MTPR

Farm Bill Forestry Tools Still Controversial 2 Years After Passage

Feb 9, 2016

State officials say the new kinds of forest management tools the Farm Bill gave them are good for both Montana’s forests and the state’s economy. But some environmentalists say those claims are dubious at best.

The 2014 Farm Bill turned 2 years old this week. It’s a massive bill, allocating nearly a trillion dollars for food, agriculture and forestry programs.

Montana’s new Fire and Aviation Bureau Chief, Mike DeGrosky, says there are important fire protection tools in the 2014 spending bill.

"The Farm Bill projects are a great opportunity for us to bring about some land management that will help restore the natural role of fire; to bring fires more into line with how they behaved in the past."

The Farm Bill led to creation of Montana’s "Forests in Focus Initiative".

In that initiative Governor Steve Bullock designated almost 5 million acres of national forest land to streamline logging projects designed to reduce fire danger. In July of 2014 Bullock approved $3.5 million of state fire suppression money for Farm Bill-authorized logging projects.

Here’s Paula Short of the Montana Department of Natural Resources and Conservation.

"Of that initial amount of money, $3.5 million, there was $1 million to invest in projects on the national forest system lands. We also had $2 million that we allocated for non-federal land. Those recipients included tribal forests, state forests and private forests as well.”

Short, DNRC’s Forestry Assistance Bureau Chief, says those non federal thinning and restoration projects produced over 5-million board feet of timber. She says the federal projects are anticipated to result in over 50 million board feet of timber to local mills.

Matthew Koehler is skeptical. The executive director of Missoula’s Wild West Institute points out the timber market is in the tank right now.

"Somehow Governor Bullock is able to claim $1 million in state money that’s being used to help the Forest Service do more logging resulted in 50 million board feet of timber being cut down. If anyone were to go through that with a fine toothed comb and look at the economics of that, it’s absolutely impossible."

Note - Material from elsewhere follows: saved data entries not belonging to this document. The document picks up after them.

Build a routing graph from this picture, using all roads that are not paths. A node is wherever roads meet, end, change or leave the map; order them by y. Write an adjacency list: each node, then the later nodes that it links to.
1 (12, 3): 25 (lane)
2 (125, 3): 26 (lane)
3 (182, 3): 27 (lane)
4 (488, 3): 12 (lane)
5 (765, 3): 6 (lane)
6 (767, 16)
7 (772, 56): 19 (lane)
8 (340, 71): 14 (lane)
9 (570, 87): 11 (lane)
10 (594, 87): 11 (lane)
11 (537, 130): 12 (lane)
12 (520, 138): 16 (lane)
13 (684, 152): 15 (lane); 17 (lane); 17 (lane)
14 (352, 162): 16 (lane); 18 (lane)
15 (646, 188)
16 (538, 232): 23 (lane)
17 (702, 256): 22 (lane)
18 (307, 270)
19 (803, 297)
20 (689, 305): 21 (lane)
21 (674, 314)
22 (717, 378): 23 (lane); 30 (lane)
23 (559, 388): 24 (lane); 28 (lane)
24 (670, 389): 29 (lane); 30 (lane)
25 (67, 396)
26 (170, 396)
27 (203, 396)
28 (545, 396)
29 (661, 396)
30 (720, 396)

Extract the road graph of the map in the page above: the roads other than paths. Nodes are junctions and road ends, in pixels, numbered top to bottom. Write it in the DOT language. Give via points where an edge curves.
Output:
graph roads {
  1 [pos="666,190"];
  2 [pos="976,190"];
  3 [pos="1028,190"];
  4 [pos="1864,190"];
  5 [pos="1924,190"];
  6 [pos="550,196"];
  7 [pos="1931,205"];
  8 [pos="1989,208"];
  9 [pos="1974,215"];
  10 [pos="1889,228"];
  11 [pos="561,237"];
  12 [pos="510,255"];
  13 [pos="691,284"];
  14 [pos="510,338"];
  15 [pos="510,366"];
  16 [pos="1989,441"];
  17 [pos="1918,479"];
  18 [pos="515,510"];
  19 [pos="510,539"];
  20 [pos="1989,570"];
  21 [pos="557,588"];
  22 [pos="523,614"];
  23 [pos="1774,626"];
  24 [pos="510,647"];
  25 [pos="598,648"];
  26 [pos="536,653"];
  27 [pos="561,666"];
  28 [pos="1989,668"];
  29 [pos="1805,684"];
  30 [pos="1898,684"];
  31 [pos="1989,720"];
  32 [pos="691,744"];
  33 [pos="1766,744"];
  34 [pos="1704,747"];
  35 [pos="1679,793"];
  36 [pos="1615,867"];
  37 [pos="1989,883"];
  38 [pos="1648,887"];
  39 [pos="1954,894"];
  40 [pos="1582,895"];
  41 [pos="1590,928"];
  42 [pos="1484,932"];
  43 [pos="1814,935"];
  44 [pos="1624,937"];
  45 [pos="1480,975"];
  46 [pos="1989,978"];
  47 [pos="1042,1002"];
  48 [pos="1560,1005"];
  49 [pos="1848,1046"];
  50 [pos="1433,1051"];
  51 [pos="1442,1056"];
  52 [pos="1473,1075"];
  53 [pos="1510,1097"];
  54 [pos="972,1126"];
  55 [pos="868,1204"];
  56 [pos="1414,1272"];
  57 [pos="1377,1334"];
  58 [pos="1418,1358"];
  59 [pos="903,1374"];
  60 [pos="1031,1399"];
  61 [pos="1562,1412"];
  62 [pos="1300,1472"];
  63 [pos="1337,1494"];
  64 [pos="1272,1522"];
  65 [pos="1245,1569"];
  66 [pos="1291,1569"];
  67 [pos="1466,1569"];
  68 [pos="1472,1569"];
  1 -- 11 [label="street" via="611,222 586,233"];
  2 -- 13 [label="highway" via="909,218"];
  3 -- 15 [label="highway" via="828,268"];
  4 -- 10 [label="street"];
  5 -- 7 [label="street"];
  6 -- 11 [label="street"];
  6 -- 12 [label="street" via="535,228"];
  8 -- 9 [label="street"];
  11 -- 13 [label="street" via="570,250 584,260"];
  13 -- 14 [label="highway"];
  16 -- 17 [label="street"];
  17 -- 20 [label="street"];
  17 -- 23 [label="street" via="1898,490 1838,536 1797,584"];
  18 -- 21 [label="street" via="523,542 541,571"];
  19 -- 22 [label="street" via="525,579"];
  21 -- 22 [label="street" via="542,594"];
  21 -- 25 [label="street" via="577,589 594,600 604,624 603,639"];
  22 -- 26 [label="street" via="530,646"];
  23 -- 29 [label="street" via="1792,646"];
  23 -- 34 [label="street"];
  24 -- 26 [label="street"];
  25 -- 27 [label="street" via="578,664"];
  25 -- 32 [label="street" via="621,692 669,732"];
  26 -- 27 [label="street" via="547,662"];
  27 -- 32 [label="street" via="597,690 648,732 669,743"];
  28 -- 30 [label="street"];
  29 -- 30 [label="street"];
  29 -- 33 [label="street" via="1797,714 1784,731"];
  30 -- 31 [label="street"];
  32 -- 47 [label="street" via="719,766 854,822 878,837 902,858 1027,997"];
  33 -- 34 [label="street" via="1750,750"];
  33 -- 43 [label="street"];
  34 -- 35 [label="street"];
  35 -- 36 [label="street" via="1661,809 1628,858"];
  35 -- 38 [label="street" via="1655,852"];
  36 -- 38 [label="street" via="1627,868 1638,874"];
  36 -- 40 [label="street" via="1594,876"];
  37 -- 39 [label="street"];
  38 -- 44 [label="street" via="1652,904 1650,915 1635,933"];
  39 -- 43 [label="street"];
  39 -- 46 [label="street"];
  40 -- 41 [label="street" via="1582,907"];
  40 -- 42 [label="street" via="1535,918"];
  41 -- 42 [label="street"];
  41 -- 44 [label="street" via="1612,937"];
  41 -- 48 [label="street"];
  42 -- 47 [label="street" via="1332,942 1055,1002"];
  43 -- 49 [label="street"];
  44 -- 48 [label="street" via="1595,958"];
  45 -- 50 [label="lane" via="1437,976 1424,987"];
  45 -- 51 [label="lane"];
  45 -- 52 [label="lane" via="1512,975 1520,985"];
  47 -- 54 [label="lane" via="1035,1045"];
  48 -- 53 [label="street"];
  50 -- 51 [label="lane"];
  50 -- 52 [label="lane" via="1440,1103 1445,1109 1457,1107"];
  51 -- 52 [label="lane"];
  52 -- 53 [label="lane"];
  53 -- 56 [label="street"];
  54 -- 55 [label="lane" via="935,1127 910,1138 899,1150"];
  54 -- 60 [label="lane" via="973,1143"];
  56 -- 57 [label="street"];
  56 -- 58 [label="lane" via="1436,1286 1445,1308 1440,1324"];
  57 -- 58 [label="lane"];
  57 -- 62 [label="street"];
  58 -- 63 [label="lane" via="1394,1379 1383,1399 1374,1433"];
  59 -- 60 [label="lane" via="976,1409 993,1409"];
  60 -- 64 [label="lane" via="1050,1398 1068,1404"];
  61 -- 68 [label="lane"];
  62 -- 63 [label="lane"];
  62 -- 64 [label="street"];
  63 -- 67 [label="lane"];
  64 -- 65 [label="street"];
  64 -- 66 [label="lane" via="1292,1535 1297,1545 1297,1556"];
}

But the Wild West Institute’s concerns about the Farm Bill’s forest management provisions run deeper than that single issue.

For one, Koehler believes Governor Bullock locked the public out of the forest designation process. A Helena judge did not support that assertion last year. Other environmental organizations including the Wilderness Society and Montana Trout Unlimited supported the Governor’s federal land designation process.

Koehler, however, maintains Bullock’s closed-door process was fundamentally flawed

"How would they feel about it if the process was used to designate and recommend 5 million acres for wilderness or for more grazing, or a host of other activities? We felt like the Farm Bill process that Governor Bullock used was not in the best interest of our public lands, and not really in the best interest of democracy."

Koehler says Congress used the Farm Bill to further chip away at environmental regulations and the public process to – as he puts it – "grease the skids for more logging"; even when there’s little market demand for more timber.

That’s not how the DNRC’s Paula Short sees it. She says Governor Bullock’s investments in federal forest management are producing both valuable plans and tangible, on-the-ground results. Last year he announced an additional $3 million in funding would be used for various forest restoration projects.

"Things that do everything from increasing recreational benefits to protecting critical stream habitat to all sorts of other non-forest products amenities. You’ve got products that you can recover off of forest restoration projects, and you also have forest restoration objectives that you can meet and those things are not mutually exclusive,” Short says.

The 2014 Farm Bill  includes permanent livestock disaster assistance, support for beginning farmers and ranchers, and savings of $23 billion. The legislation also includes provisions to protect prime hunting and fishing habitat.